Data supplied
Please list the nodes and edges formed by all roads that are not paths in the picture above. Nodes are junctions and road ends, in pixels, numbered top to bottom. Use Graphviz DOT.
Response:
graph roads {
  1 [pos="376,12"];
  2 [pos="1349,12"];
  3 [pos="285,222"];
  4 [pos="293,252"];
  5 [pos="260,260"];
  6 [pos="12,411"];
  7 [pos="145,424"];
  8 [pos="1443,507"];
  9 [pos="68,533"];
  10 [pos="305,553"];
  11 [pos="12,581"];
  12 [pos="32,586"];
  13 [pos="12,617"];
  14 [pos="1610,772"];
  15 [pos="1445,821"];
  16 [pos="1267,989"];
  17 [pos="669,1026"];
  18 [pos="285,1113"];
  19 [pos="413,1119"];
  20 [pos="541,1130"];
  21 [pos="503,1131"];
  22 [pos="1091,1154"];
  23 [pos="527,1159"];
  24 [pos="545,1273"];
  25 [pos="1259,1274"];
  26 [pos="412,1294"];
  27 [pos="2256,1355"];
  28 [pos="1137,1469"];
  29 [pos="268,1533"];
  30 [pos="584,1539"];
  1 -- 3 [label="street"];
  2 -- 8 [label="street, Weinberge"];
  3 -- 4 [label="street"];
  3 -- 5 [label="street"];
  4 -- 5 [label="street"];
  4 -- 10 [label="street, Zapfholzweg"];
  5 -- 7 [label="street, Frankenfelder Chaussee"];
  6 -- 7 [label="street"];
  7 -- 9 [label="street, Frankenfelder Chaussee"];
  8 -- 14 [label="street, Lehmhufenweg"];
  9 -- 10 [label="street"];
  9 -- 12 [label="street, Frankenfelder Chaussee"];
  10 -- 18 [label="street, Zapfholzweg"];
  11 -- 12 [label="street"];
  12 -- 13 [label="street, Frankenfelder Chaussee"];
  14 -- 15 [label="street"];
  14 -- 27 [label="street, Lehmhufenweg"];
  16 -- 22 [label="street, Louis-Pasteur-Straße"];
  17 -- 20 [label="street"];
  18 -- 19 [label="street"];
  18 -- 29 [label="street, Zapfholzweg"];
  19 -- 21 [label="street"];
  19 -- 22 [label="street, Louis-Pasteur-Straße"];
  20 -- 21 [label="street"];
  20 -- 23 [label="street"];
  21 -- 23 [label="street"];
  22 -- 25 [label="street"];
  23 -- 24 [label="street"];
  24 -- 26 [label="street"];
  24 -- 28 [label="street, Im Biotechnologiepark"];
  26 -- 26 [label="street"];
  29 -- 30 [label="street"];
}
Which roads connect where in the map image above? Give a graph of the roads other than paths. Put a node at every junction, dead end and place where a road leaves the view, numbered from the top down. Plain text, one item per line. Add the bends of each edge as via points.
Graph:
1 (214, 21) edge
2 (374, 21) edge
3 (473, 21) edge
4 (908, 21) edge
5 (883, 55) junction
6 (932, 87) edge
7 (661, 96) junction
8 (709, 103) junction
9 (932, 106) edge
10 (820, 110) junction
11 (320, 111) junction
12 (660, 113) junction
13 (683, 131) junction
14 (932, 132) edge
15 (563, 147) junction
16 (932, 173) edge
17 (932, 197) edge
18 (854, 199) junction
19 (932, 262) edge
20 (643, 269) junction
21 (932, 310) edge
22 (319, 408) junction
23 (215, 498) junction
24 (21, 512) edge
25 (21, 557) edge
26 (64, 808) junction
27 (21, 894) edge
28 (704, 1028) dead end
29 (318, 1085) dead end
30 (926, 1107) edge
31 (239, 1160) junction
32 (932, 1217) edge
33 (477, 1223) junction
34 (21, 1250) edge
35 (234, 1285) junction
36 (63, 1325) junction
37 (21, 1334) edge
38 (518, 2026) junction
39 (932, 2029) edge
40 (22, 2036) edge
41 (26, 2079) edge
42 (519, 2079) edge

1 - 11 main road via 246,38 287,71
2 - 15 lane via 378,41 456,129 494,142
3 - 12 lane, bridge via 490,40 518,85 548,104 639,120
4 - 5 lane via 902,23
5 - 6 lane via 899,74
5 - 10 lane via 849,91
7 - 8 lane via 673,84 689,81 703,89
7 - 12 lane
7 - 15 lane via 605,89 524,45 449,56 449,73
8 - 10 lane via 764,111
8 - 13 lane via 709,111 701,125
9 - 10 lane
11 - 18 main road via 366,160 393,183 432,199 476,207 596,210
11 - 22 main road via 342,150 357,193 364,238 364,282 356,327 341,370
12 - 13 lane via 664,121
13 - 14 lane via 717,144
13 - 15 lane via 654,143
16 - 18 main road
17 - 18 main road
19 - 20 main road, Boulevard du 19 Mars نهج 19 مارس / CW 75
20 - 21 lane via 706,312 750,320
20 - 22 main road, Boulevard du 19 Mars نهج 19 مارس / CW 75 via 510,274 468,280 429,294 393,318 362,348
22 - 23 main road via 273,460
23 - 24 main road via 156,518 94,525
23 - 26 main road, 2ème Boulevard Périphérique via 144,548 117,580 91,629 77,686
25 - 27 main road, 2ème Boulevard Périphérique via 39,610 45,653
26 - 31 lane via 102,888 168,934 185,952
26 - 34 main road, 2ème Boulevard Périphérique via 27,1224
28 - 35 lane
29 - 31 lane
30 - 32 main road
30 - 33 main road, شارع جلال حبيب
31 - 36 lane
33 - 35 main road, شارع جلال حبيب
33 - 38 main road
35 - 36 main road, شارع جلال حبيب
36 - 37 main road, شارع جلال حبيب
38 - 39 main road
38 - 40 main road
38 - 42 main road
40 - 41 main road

Task item
Each line of the listing should be copied exactly.

Result for this task
Please list the nodes and edges formed by all roads that are not paths in the picture above. Nodes are junctions and road ends, in pixels, numbered top to bottom. Use Graphviz DOT.
Response:
graph roads {
  1 [pos="376,12"];
  2 [pos="1349,12"];
  3 [pos="285,222"];
  4 [pos="293,252"];
  5 [pos="260,260"];
  6 [pos="12,411"];
  7 [pos="145,424"];
  8 [pos="1443,507"];
  9 [pos="68,533"];
  10 [pos="305,553"];
  11 [pos="12,581"];
  12 [pos="32,586"];
  13 [pos="12,617"];
  14 [pos="1610,772"];
  15 [pos="1445,821"];
  16 [pos="1267,989"];
  17 [pos="669,1026"];
  18 [pos="285,1113"];
  19 [pos="413,1119"];
  20 [pos="541,1130"];
  21 [pos="503,1131"];
  22 [pos="1091,1154"];
  23 [pos="527,1159"];
  24 [pos="545,1273"];
  25 [pos="1259,1274"];
  26 [pos="412,1294"];
  27 [pos="2256,1355"];
  28 [pos="1137,1469"];
  29 [pos="268,1533"];
  30 [pos="584,1539"];
  1 -- 3 [label="street"];
  2 -- 8 [label="street, Weinberge"];
  3 -- 4 [label="street"];
  3 -- 5 [label="street"];
  4 -- 5 [label="street"];
  4 -- 10 [label="street, Zapfholzweg"];
  5 -- 7 [label="street, Frankenfelder Chaussee"];
  6 -- 7 [label="street"];
  7 -- 9 [label="street, Frankenfelder Chaussee"];
  8 -- 14 [label="street, Lehmhufenweg"];
  9 -- 10 [label="street"];
  9 -- 12 [label="street, Frankenfelder Chaussee"];
  10 -- 18 [label="street, Zapfholzweg"];
  11 -- 12 [label="street"];
  12 -- 13 [label="street, Frankenfelder Chaussee"];
  14 -- 15 [label="street"];
  14 -- 27 [label="street, Lehmhufenweg"];
  16 -- 22 [label="street, Louis-Pasteur-Straße"];
  17 -- 20 [label="street"];
  18 -- 19 [label="street"];
  18 -- 29 [label="street, Zapfholzweg"];
  19 -- 21 [label="street"];
  19 -- 22 [label="street, Louis-Pasteur-Straße"];
  20 -- 21 [label="street"];
  20 -- 23 [label="street"];
  21 -- 23 [label="street"];
  22 -- 25 [label="street"];
  23 -- 24 [label="street"];
  24 -- 26 [label="street"];
  24 -- 28 [label="street, Im Biotechnologiepark"];
  26 -- 26 [label="street"];
  29 -- 30 [label="street"];
}
Which roads connect where in the map image above? Give a graph of the roads other than paths. Put a node at every junction, dead end and place where a road leaves the view, numbered from the top down. Plain text, one item per line. Add the bends of each edge as via points.
Graph:
1 (214, 21) edge
2 (374, 21) edge
3 (473, 21) edge
4 (908, 21) edge
5 (883, 55) junction
6 (932, 87) edge
7 (661, 96) junction
8 (709, 103) junction
9 (932, 106) edge
10 (820, 110) junction
11 (320, 111) junction
12 (660, 113) junction
13 (683, 131) junction
14 (932, 132) edge
15 (563, 147) junction
16 (932, 173) edge
17 (932, 197) edge
18 (854, 199) junction
19 (932, 262) edge
20 (643, 269) junction
21 (932, 310) edge
22 (319, 408) junction
23 (215, 498) junction
24 (21, 512) edge
25 (21, 557) edge
26 (64, 808) junction
27 (21, 894) edge
28 (704, 1028) dead end
29 (318, 1085) dead end
30 (926, 1107) edge
31 (239, 1160) junction
32 (932, 1217) edge
33 (477, 1223) junction
34 (21, 1250) edge
35 (234, 1285) junction
36 (63, 1325) junction
37 (21, 1334) edge
38 (518, 2026) junction
39 (932, 2029) edge
40 (22, 2036) edge
41 (26, 2079) edge
42 (519, 2079) edge

1 - 11 main road via 246,38 287,71
2 - 15 lane via 378,41 456,129 494,142
3 - 12 lane, bridge via 490,40 518,85 548,104 639,120
4 - 5 lane via 902,23
5 - 6 lane via 899,74
5 - 10 lane via 849,91
7 - 8 lane via 673,84 689,81 703,89
7 - 12 lane
7 - 15 lane via 605,89 524,45 449,56 449,73
8 - 10 lane via 764,111
8 - 13 lane via 709,111 701,125
9 - 10 lane
11 - 18 main road via 366,160 393,183 432,199 476,207 596,210
11 - 22 main road via 342,150 357,193 364,238 364,282 356,327 341,370
12 - 13 lane via 664,121
13 - 14 lane via 717,144
13 - 15 lane via 654,143
16 - 18 main road
17 - 18 main road
19 - 20 main road, Boulevard du 19 Mars نهج 19 مارس / CW 75
20 - 21 lane via 706,312 750,320
20 - 22 main road, Boulevard du 19 Mars نهج 19 مارس / CW 75 via 510,274 468,280 429,294 393,318 362,348
22 - 23 main road via 273,460
23 - 24 main road via 156,518 94,525
23 - 26 main road, 2ème Boulevard Périphérique via 144,548 117,580 91,629 77,686
25 - 27 main road, 2ème Boulevard Périphérique via 39,610 45,653
26 - 31 lane via 102,888 168,934 185,952
26 - 34 main road, 2ème Boulevard Périphérique via 27,1224
28 - 35 lane
29 - 31 lane
30 - 32 main road
30 - 33 main road, شارع جلال حبيب
31 - 36 lane
33 - 35 main road, شارع جلال حبيب
33 - 38 main road
35 - 36 main road, شارع جلال حبيب
36 - 37 main road, شارع جلال حبيب
38 - 39 main road
38 - 40 main road
38 - 42 main road
40 - 41 main road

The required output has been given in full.